20.3: Linear Independence
- Page ID
- 81201
Let \(S = \{v_1, v_2, \ldots, v_n\}\) be a set of vectors in a vector space \(V\text{.}\) If there exist scalars \(\alpha_1, \alpha_2 \ldots \alpha_n \in F\) such that not all of the \(\alpha_i\)'s are zero and
\[ \alpha_1 v_1 + \alpha_2 v_2 + \cdots + \alpha_n v_n = {\mathbf 0 }\text{,} \nonumber \]

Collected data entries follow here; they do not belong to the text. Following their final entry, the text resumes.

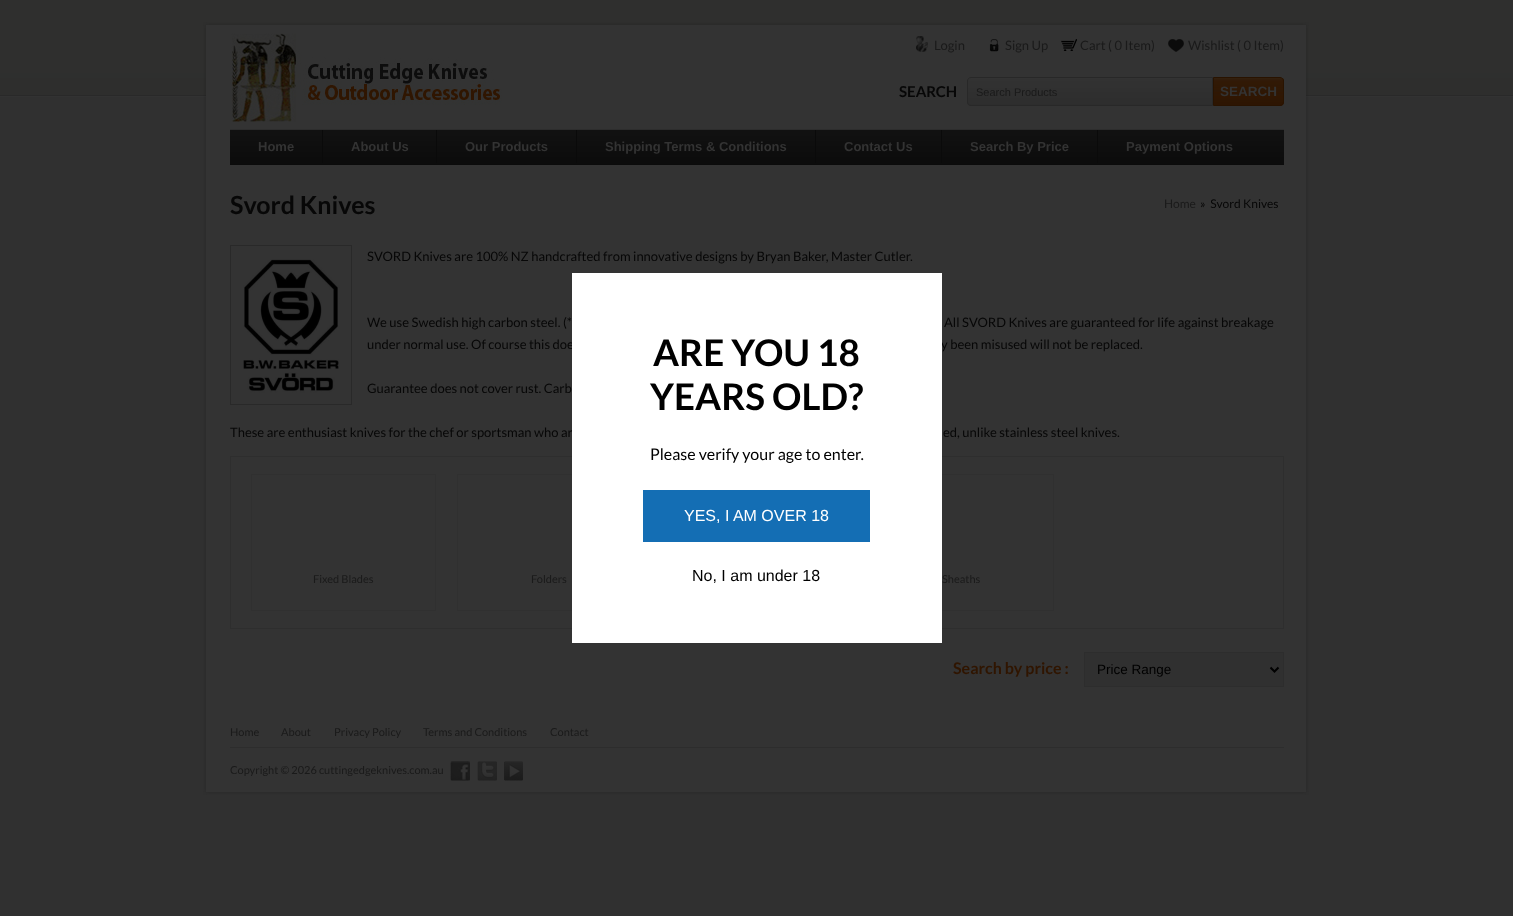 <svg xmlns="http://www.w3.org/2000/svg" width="1513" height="916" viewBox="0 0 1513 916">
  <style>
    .t1 { font: 13px Lato; fill: #1a1a1a; }
    .t2 { font: bold 15px Lato; fill: #070707; }
    .t3 { font: 11px Liberation Sans; fill: #1a1a1a; }
    .t4 { font: bold 13.5px Liberation Sans; fill: #333; }
    .t5 { font: bold 13px Liberation Sans; fill: #333; }
    .t6 { font: bold 25px Lato; fill: #070707; }
    .t7 { font: 12px Lato; fill: #1a1a1a; }
    .t8 { font: 12px Lato; fill: #070707; }
    .t9 { font: 13px Lato; fill: #070707; }
    .t10 { font: 11px Lato; fill: #1a1a1a; }
    .t11 { font: bold 16px Lato; fill: #301500; }
    .t12 { font: 13.5px Liberation Sans; fill: #000; }
    .t13 { font: bold 36.75px Lato; fill: #000; }
    .t14 { font: 16px Lato; fill: #000; }
    .t15 { font: 16px Liberation Sans; fill: #fff; }
    .t16 { font: 16px Liberation Sans; fill: #000; }
  </style>
  <rect width="100%" height="100%" fill="#303030"/>
  <image x="0" y="0" width="1513" height="97" href="images/1.png"/>
  <image x="203" y="22" width="1106" height="11" href="images/2.png"/>
  <image x="203" y="33" width="1106" height="751" href="images/3.png"/>
  <rect x="230" y="129" width="1054" height="1" fill="#2d2d2d"/>
  <image x="230" y="33" width="272" height="89" href="images/4.png"/>
  <image x="916" y="36" width="12" height="16" href="images/5.png"/>
  <text x="934" y="50" class="t1">Login</text>
  <image x="989" y="39" width="10" height="13" href="images/6.png"/>
  <text x="1005" y="50" class="t1">Sign Up</text>
  <image x="1061" y="39" width="16" height="12" href="images/7.png"/>
  <text x="1080" y="50" class="t1">Cart ( 0 Item)</text>
  <image x="1168" y="39" width="16" height="13" href="images/8.png"/>
  <text x="1188" y="50" class="t1">Wishlist ( 0 Item)</text>
  <text x="899" y="97" class="t2">SEARCH</text>
  <image x="967" y="79" width="245" height="27" href="images/9.png"/>
  <path d="M971 77.5H1212.5V105.5H971C969 105.5 967.5 104 967.5 102V81C967.5 79 969 77.5 971 77.5Z" fill="none" stroke="#282828"/>
  <text x="976" y="96" class="t3">Search Products</text>
  <image x="1214" y="78" width="70" height="28" href="images/10.png"/>
  <path d="M1213.5 77.5H1280C1282 77.5 1283.5 79 1283.5 81V102C1283.5 104 1282 105.5 1280 105.5H1213.5Z" fill="none" stroke="#291300"/>
  <text x="1220" y="96" class="t4">SEARCH</text>
  <image x="230" y="130" width="1054" height="35" href="images/11.png"/>
  <rect x="322" y="130" width="1" height="33" fill="#0a0a0a"/>
  <text x="258" y="151" class="t5">Home</text>
  <rect x="436" y="130" width="1" height="33" fill="#0a0a0a"/>
  <text x="351" y="151" class="t5">About Us</text>
  <rect x="576" y="130" width="1" height="33" fill="#0a0a0a"/>
  <text x="465" y="151" class="t5">Our Products</text>
  <rect x="815" y="130" width="1" height="33" fill="#0a0a0a"/>
  <text x="605" y="151" class="t5">Shipping Terms &amp; Conditions</text>
  <rect x="941" y="130" width="1" height="33" fill="#0a0a0a"/>
  <text x="844" y="151" class="t5">Contact Us</text>
  <rect x="1097" y="130" width="1" height="33" fill="#0a0a0a"/>
  <text x="970" y="151" class="t5">Search By Price</text>
  <text x="1126" y="151" class="t5">Payment Options</text>
  <text x="230" y="214" class="t6">Svord Knives</text>
  <text x="1164" y="208" class="t7">Home</text>
  <text x="1200" y="208" class="t8" xml:space="preserve">»  Svord Knives</text>
  <rect x="230.5" y="245.5" width="121" height="159" fill="none" stroke="#292929"/>
  <image x="243" y="259" width="97" height="134" href="images/12.png"/>
  <text x="367" y="261" class="t9">SVORD Knives are 100% NZ handcrafted from innovative designs by Bryan Baker, Master Cutler.</text>
  <text x="367" y="327" class="t9">We use Swedish high carbon steel. (*</text>
  <text x="944" y="327" class="t9">All SVORD Knives are guaranteed for life against breakage</text>
  <text x="367" y="349" class="t9">under normal use. Of course this doe</text>
  <text x="941" y="349" class="t9">y been misused will not be replaced.</text>
  <text x="367" y="393" class="t9">Guarantee does not cover rust. Carb</text>
  <text x="230" y="437" class="t9">These are enthusiast knives for the chef or sportsman who ar</text>
  <text x="943" y="437" class="t9">ed, unlike stainless steel knives.</text>
  <rect x="230.5" y="456.5" width="1053" height="172" fill="none" stroke="#2e2e2e"/>
  <rect x="251.5" y="474.5" width="184" height="136" fill="none" stroke="#303030"/>
  <text x="313" y="583" class="t10">Fixed Blades</text>
  <rect x="457.5" y="474.5" width="184" height="136" fill="none" stroke="#303030"/>
  <text x="531" y="583" class="t10">Folders</text>
  <rect x="868.5" y="474.5" width="185" height="136" fill="none" stroke="#303030"/>
  <text x="942" y="583" class="t10">Sheaths</text>
  <text x="953" y="674" class="t11">Search by price :</text>
  <rect x="1084.5" y="652.5" width="199" height="34" fill="#303030" stroke="#2d2d2d"/>
  <path d="M1270.5 667.5L1274.5 671.5L1278.5 667.5" fill="none" stroke="#000" stroke-width="2"/>
  <text x="1097" y="674" class="t12">Price Range</text>
  <rect x="572" y="273" width="370" height="370" fill="#fff"/>
  <text x="653" y="366" class="t13">ARE YOU 18</text>
  <text x="650" y="410" class="t13">YEARS OLD?</text>
  <text x="650" y="460" class="t14">Please verify your age to enter.</text>
  <rect x="643" y="490" width="227" height="52" fill="#146eb4"/>
  <text x="684" y="521" class="t15">YES, I AM OVER 18</text>
  <text x="692" y="581" class="t16">No, I am under 18</text>
  <text x="230" y="736" class="t10">Home</text>
  <text x="281" y="736" class="t10">About</text>
  <text x="334" y="736" class="t10">Privacy Policy</text>
  <text x="423" y="736" class="t10">Terms and Conditions</text>
  <text x="550" y="736" class="t10">Contact</text>
  <rect x="230" y="747" width="1054" height="1" fill="#2d2d2d"/>
  <text x="230" y="774" class="t10">Copyright © 2026 cuttingedgeknives.com.au</text>
  <image x="450" y="761" width="73" height="20" href="images/13.png"/>
  <image x="203" y="784" width="1106" height="11" href="images/14.png"/>
</svg>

then \(S\) is said to be linearly dependent. If the set \(S\) is not linearly dependent, then it is said to be linearly independent. More specifically, \(S\) is a linearly independent set if
\[ \alpha_1 v_1 + \alpha_2 v_2 + \cdots + \alpha_n v_n = {\mathbf 0 } \nonumber \]
implies that
\[ \alpha_1 = \alpha_2 = \cdots = \alpha_n = 0 \nonumber \]
for any set of scalars \(\{ \alpha_1, \alpha_2 \ldots \alpha_n \}\text{.}\)
Proposition \(20.9\)
Let \(\{ v_1, v_2, \ldots, v_n \}\) be a set of linearly independent vectors in a vector space. Suppose that
\[ v = \alpha_1 v_1 + \alpha_2 v_2 + \cdots + \alpha_n v_n = \beta_1 v_1 + \beta_2 v_2 + \cdots + \beta_n v_n\text{.} \nonumber \]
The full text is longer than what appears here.